Regular physical activity is known to boost mental health. Adding more evidence to the link, a study that compared running exercise to antidepressants in the treatment of anxiety and depression found both therapies equally beneficial.

Although the results of mental health outcomes were comparable in the study, running therapy slightly outperformed antidepressants in terms of other factors of physical health such as weight, waist circumference and cardiovascular function.

The trial was conducted among 141 patients with depression and/or anxiety. They were given a choice of treatment – SSRI antidepressants (selective serotonin reuptake inhibitors) or group-based running therapy for 16 weeks. The findings were published in the Journal of Affective Disorders.

"This study gave anxious and depressed people a real-life choice, medication or exercise. Interestingly, the majority opted for exercise, which led to the numbers in the running group being larger than in the medication group," Professor Brenda Penninx, from Vrije University in Amsterdam, said in a news release.

However, there was a higher dropout rate in the group that initially chose exercise over antidepressants. Only 52% in the running group adhered to the therapy, while the rate of adherence was 82% in the antidepressant group.

"At the end of the trial, around 44% in both groups showed an improvement in depression and anxiety, however, the running group also showed improvements in weight, waist circumference, blood pressure, and heart function, whereas the antidepressant group showed a tendency towards a slight deterioration in these metabolic markers," the news release said.

Since the patients themselves selected the therapy option, comparisons between the groups may be biased, making it a less randomized study.

"Following this choice is understandable from a pragmatic point of view when patients have strong preferences, which you have to take into account when doing a study like this. The downside is that the comparisons between groups might be biased compared to doing this in a truly randomized study. For example, patients in the antidepressant group were more depressed, which might be associated with less chance of persisting engagement in the exercises," said Dr. Eric Ruhe, from Amsterdam University Medical Centers, who was not part of the study.
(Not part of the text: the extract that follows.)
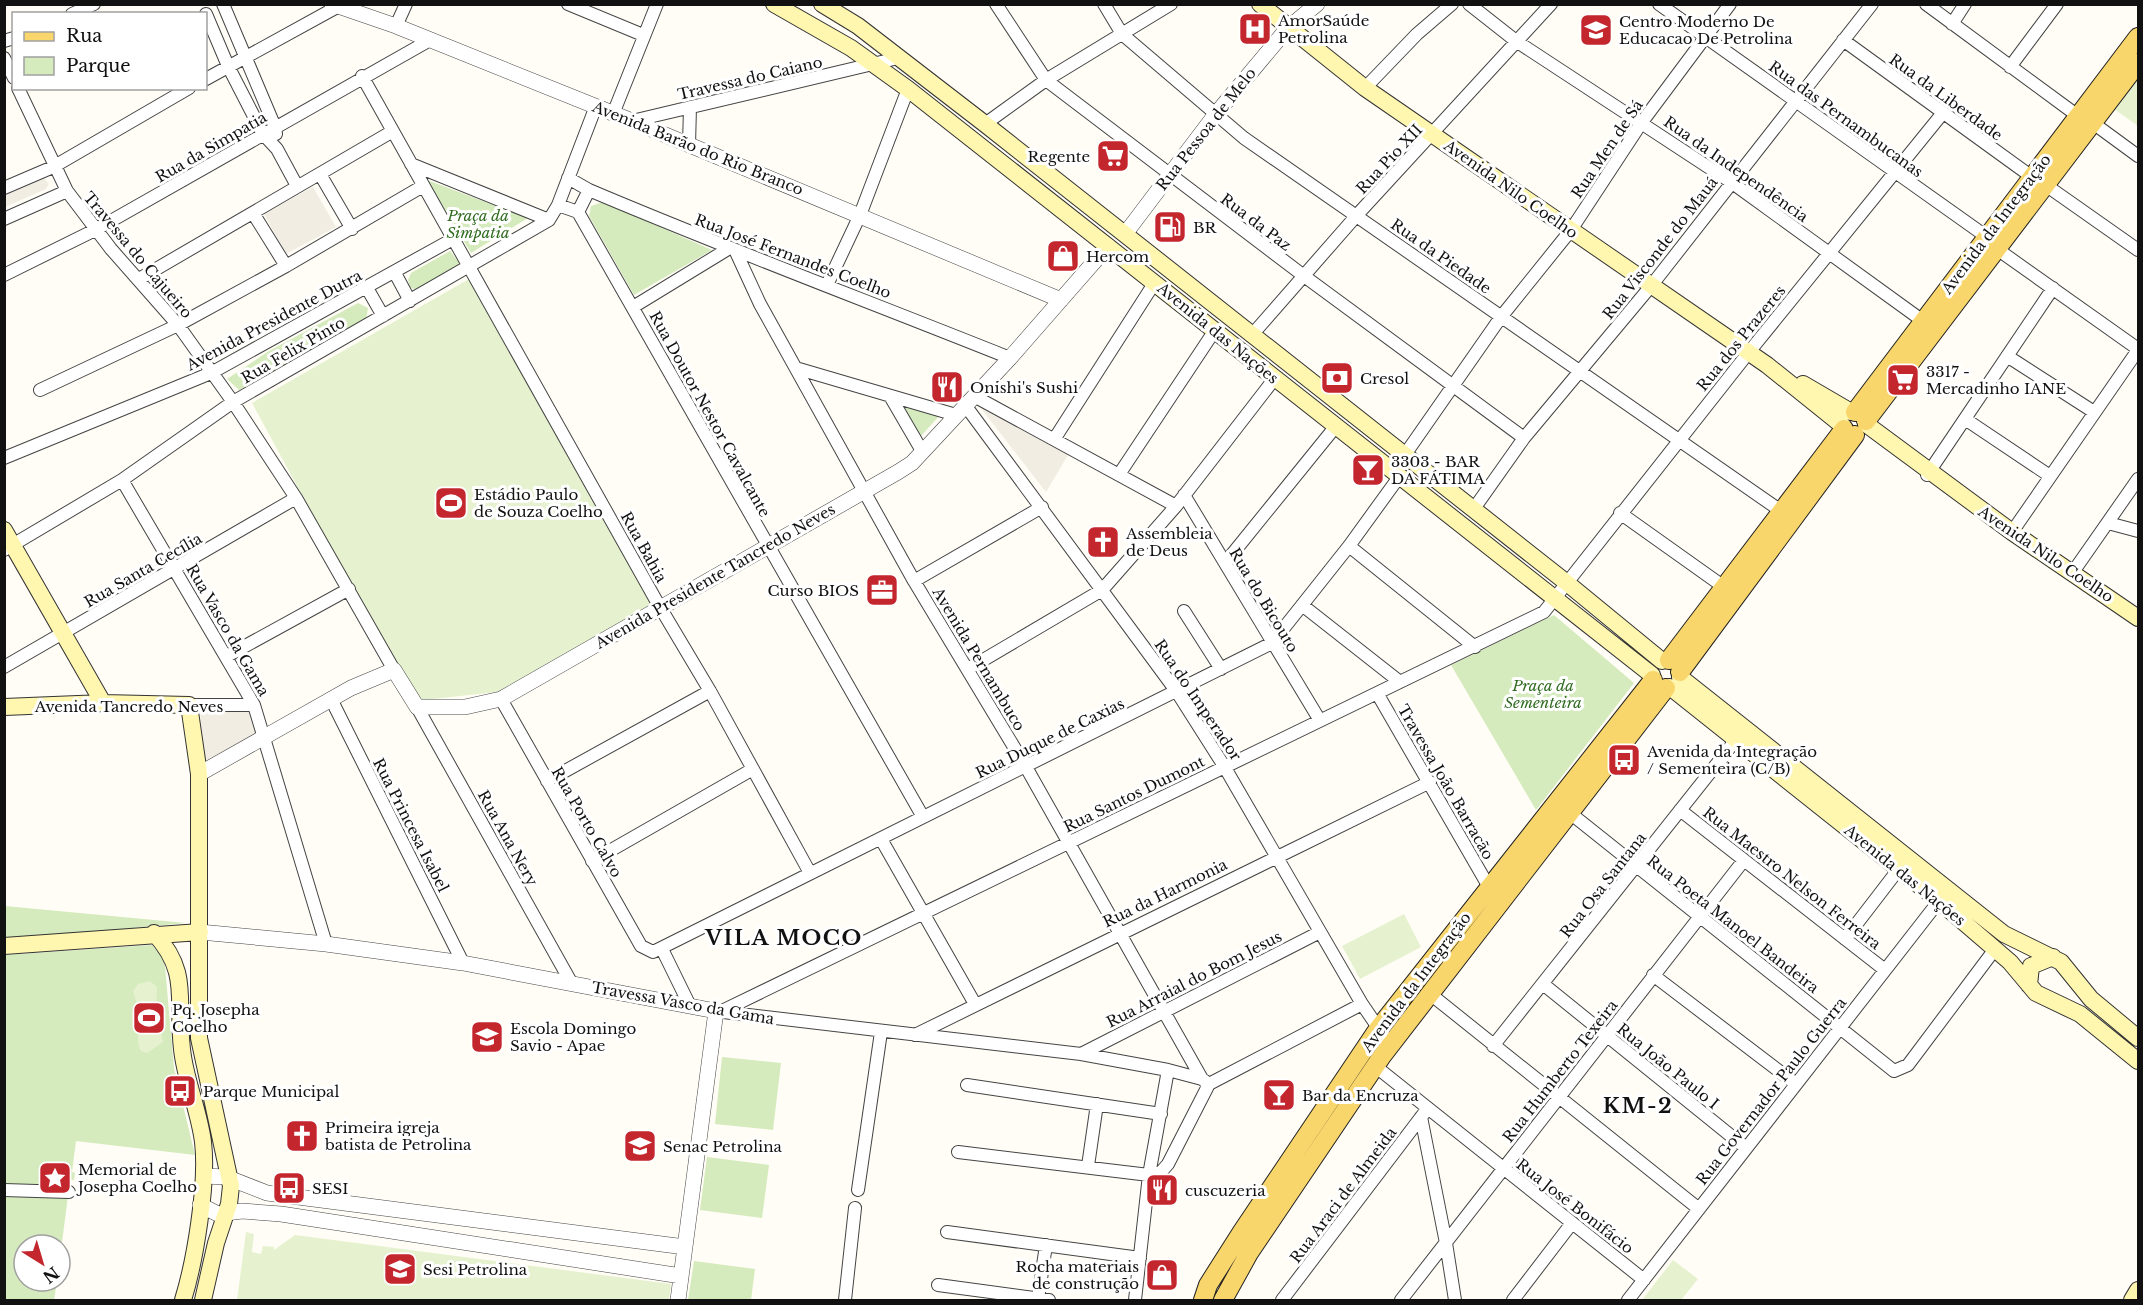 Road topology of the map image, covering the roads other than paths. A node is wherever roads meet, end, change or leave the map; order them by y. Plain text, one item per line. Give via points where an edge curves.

The study does not suggest the use of running exercise as a replacement for antidepressants, but it can be considered as an additional treatment option.

"Antidepressants are generally safe and effective. They work for most people. We know that not treating depression at all leads to worse outcomes; so antidepressants are generally a good choice. Nevertheless, we need to extend our treatment arsenal as not all patients respond to antidepressants or are willing to take them. Our results suggest that implementing exercise therapy is something we should take much more seriously, as it could be a good – and maybe even better – choice for some of our patients," added Penninx, who presented the study at the ECNP (European College of Neuropsychopharmacology) conference in Barcelona.